Your Analytics Data Isn’t Real and It’s Only Getting Worse

Analytics data comes with own set of flaws. Read about the holes in Analytics and what to do to get the full picture of your data.

analytics-data-magnifying-glass

In digital marketing, we often take analytics data at face value and make game-changing business decisions based on information that, perhaps, should not be given such weight. Before deciding on how to make an investment in your organization, every data point should be given the relevant scrutiny. I’m here to tell you that you should consider developing an atomic understanding of your tool’s data collection and computation methodologies before you start betting the farm. I’m also here to say that even if you do, the environment is about to change dramatically.
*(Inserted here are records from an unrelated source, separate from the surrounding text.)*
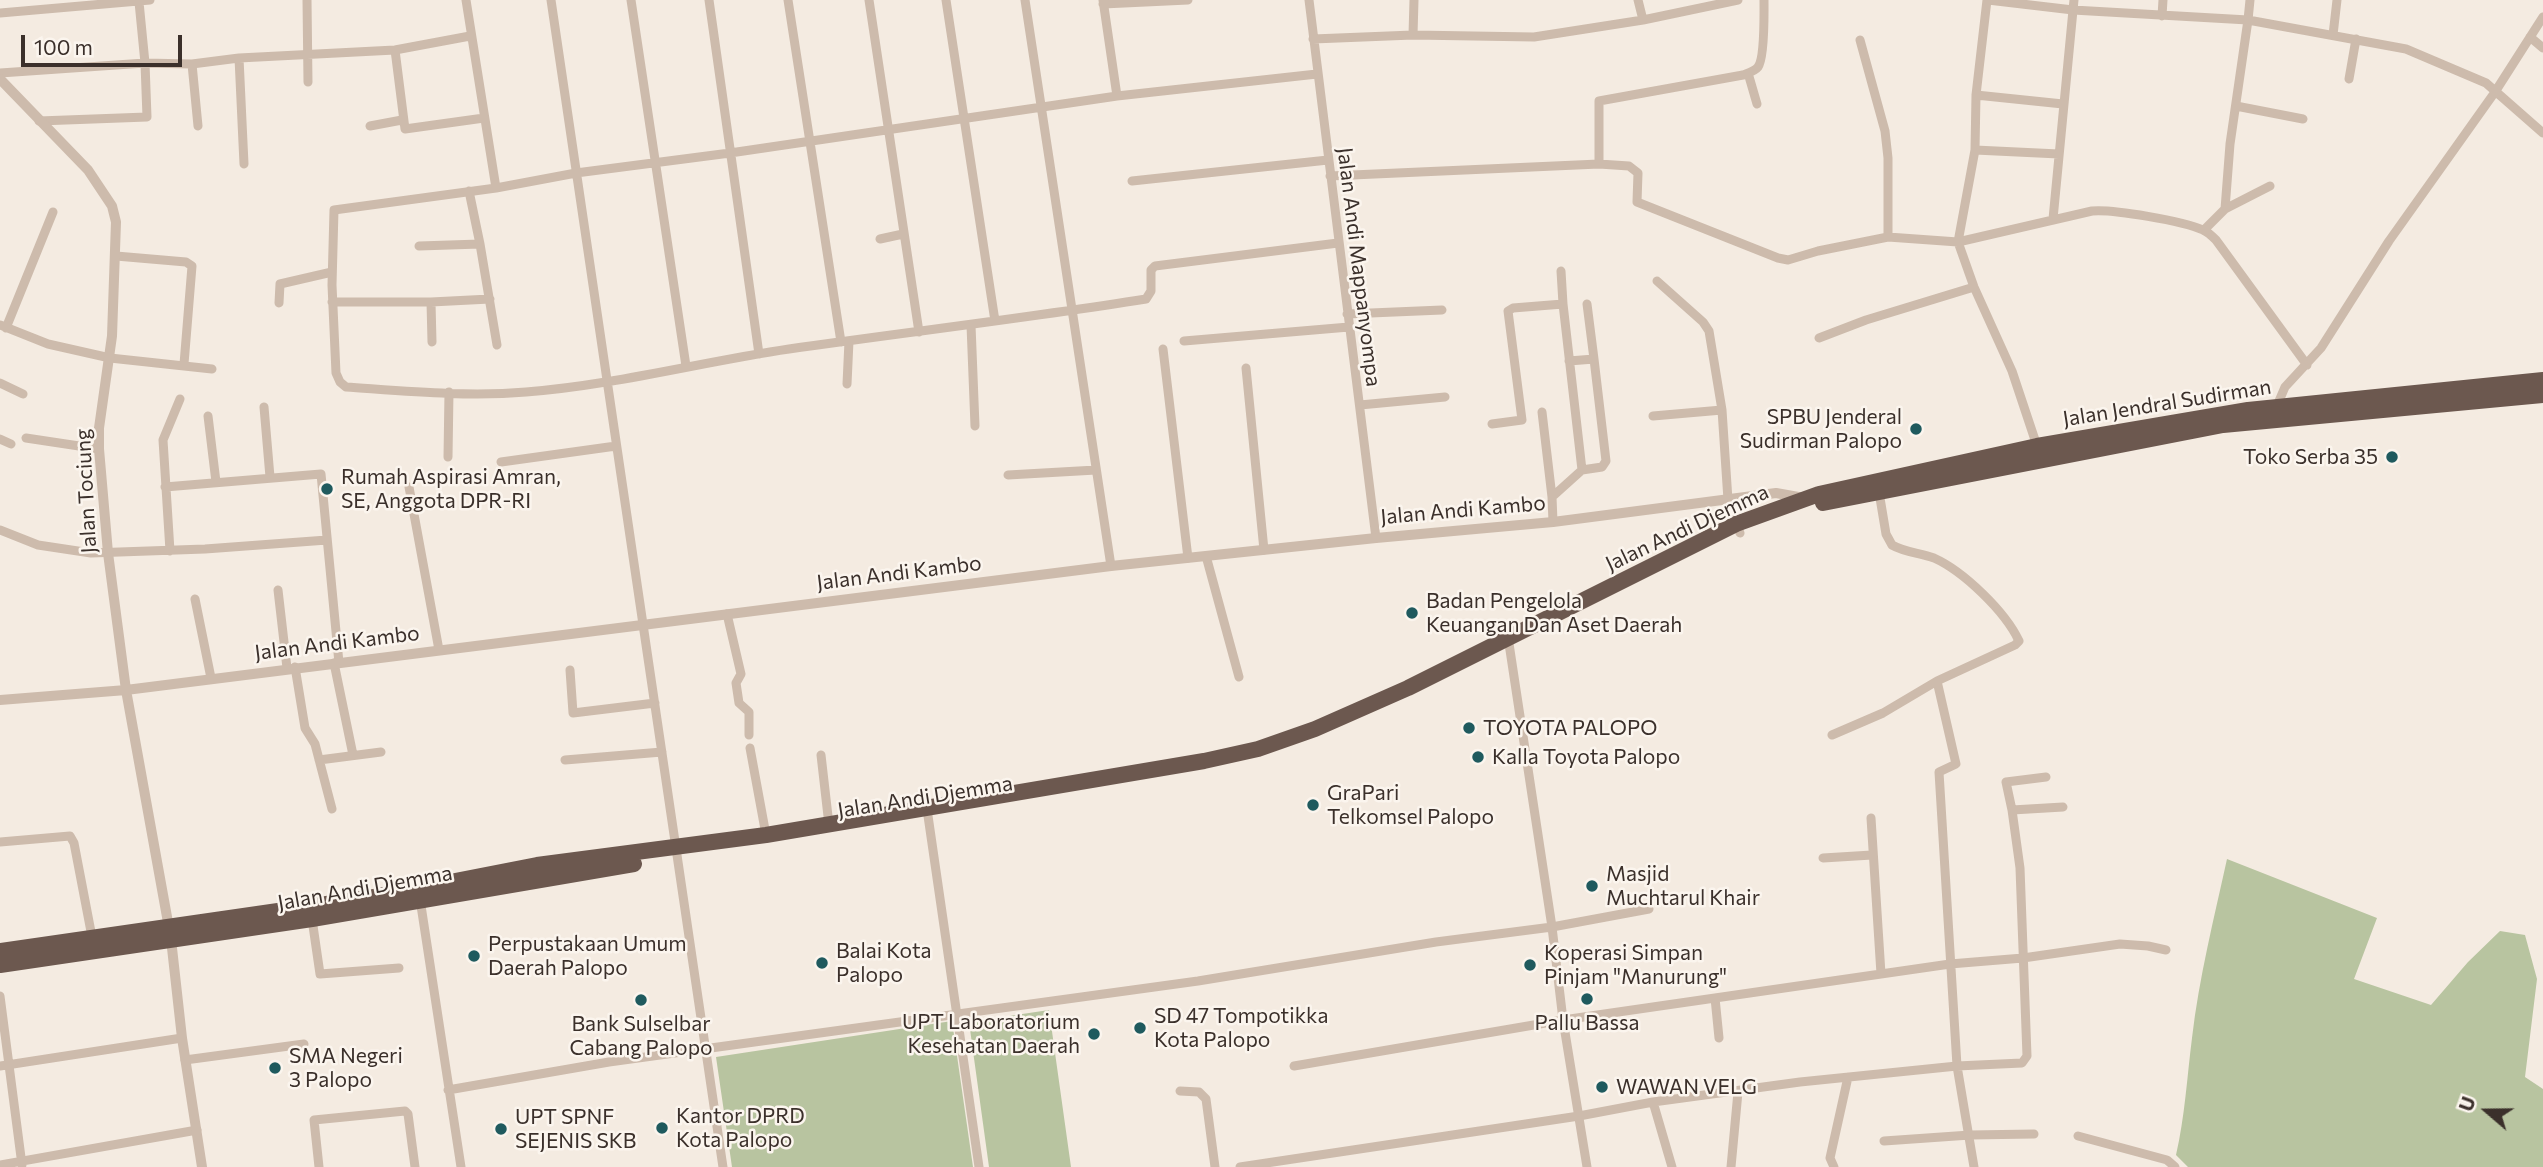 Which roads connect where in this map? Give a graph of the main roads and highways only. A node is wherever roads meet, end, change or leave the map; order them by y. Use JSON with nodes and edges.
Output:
{"nodes":[{"id":1,"x":2543,"y":380,"type":"edge"},
{"id":2,"x":2543,"y":395,"type":"edge"},
{"id":3,"x":2276,"y":413,"type":"junction"},
{"id":4,"x":2249,"y":416,"type":"junction"},
{"id":5,"x":1806,"y":503,"type":"junction"},
{"id":6,"x":928,"y":813,"type":"junction"},
{"id":7,"x":676,"y":853,"type":"junction"},
{"id":8,"x":419,"y":895,"type":"junction"},
{"id":9,"x":170,"y":934,"type":"junction"},
{"id":10,"x":0,"y":951,"type":"edge"},
{"id":11,"x":0,"y":965,"type":"edge"}],
"edges":[{"from":1,"to":3,"type":"highway","name":"Jalan Jendral Sudirman"},
{"from":2,"to":3,"type":"highway","name":"Jalan Jendral Sudirman"},
{"from":3,"to":4,"type":"highway","name":"Jalan Jendral Sudirman"},
{"from":4,"to":5,"type":"highway","name":"Jalan Jendral Sudirman"},
{"from":4,"to":5,"type":"highway","name":"Jalan Jendral Sudirman"},
{"from":5,"to":6,"type":"highway","name":"Jalan Andi Djemma"},
{"from":6,"to":7,"type":"highway","name":"Jalan Andi Djemma"},
{"from":6,"to":7,"type":"highway","name":"Jalan Andi Djemma"},
{"from":7,"to":8,"type":"highway","name":"Jalan Andi Djemma"},
{"from":8,"to":9,"type":"highway","name":"Jalan Andi Djemma"},
{"from":8,"to":9,"type":"highway","name":"Jalan Andi Djemma"},
{"from":9,"to":10,"type":"highway","name":"Jalan Andi Djemma"},
{"from":9,"to":11,"type":"highway","name":"Jalan Andi Djemma"}]}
Analytics Was Always Flawed

You’ve probably noticed that it is very rare for the data that an individual marketing channel provides (e.g. Facebook Analytics) to have parity with that of your primary analytics package. You may be surprised to find out that different analytics packages (e.g. Google Analytics vs Adobe Analytics) have different measurement methodologies. That is to say how a session or visit is defined in GA is not the same way it is defined in the analytics program formerly known as Omniture. So, even if you have both installed and configured similarly, you’ll likely see different data.

For SEOs, this is likely why Google Analytics and Google Search Console don’t match as well. My educated guess is that since GSC uses query and click logs while Google Analytics is clickstream, the methodologies for measurement were never likely to matchup.

In some cases, clients take measures (no pun) into their own hands and implement a first-party or otherwise self-hosted analytics system. That, too, can introduce additional flaws into the measurement discussion in the same way that building your own CMS can leave you blind to best practices.

No matter what, the data you get from any analytics has never been 100% of what is happening on your site — and it never will be.

How Analytics Works and Why It’s Flawed

Analytics comes in a variety of forms, but what we’re talking about here is clickstream analytics packages such as GA, AA, et al. These tools operate through the placement of a JavaScript snippet on individual webpages. Once the page loads that JS snippet, it then sends data about the user and the behaviors back to a centralized server. That server stores that information in a database (Urchin, the predecessor to GA used a database in the SQL family) for display, analysis and export via a fancy interface.

A simplified diagram of how Google Analytics works
A simplified diagram of how Google Analytics works

Each tool makes a determination of what a session, a unique user, a page view is. You determine what is an event and/or conversion. Beyond that, they all basically work the same. Cookies are generally used to determine whether or not a user has been seen before and they act as a storage mechanism. This differs from log file analytics in that it requires JS to execute and browser storage in order to work. If you’re curious, log files are generated at the server level and are a reaction to every access operation triggered by any user agent. Due to the JavaScript dependency of clickstream analytics, they can be disrupted in a variety of purposeful, accidental, and nefarious ways.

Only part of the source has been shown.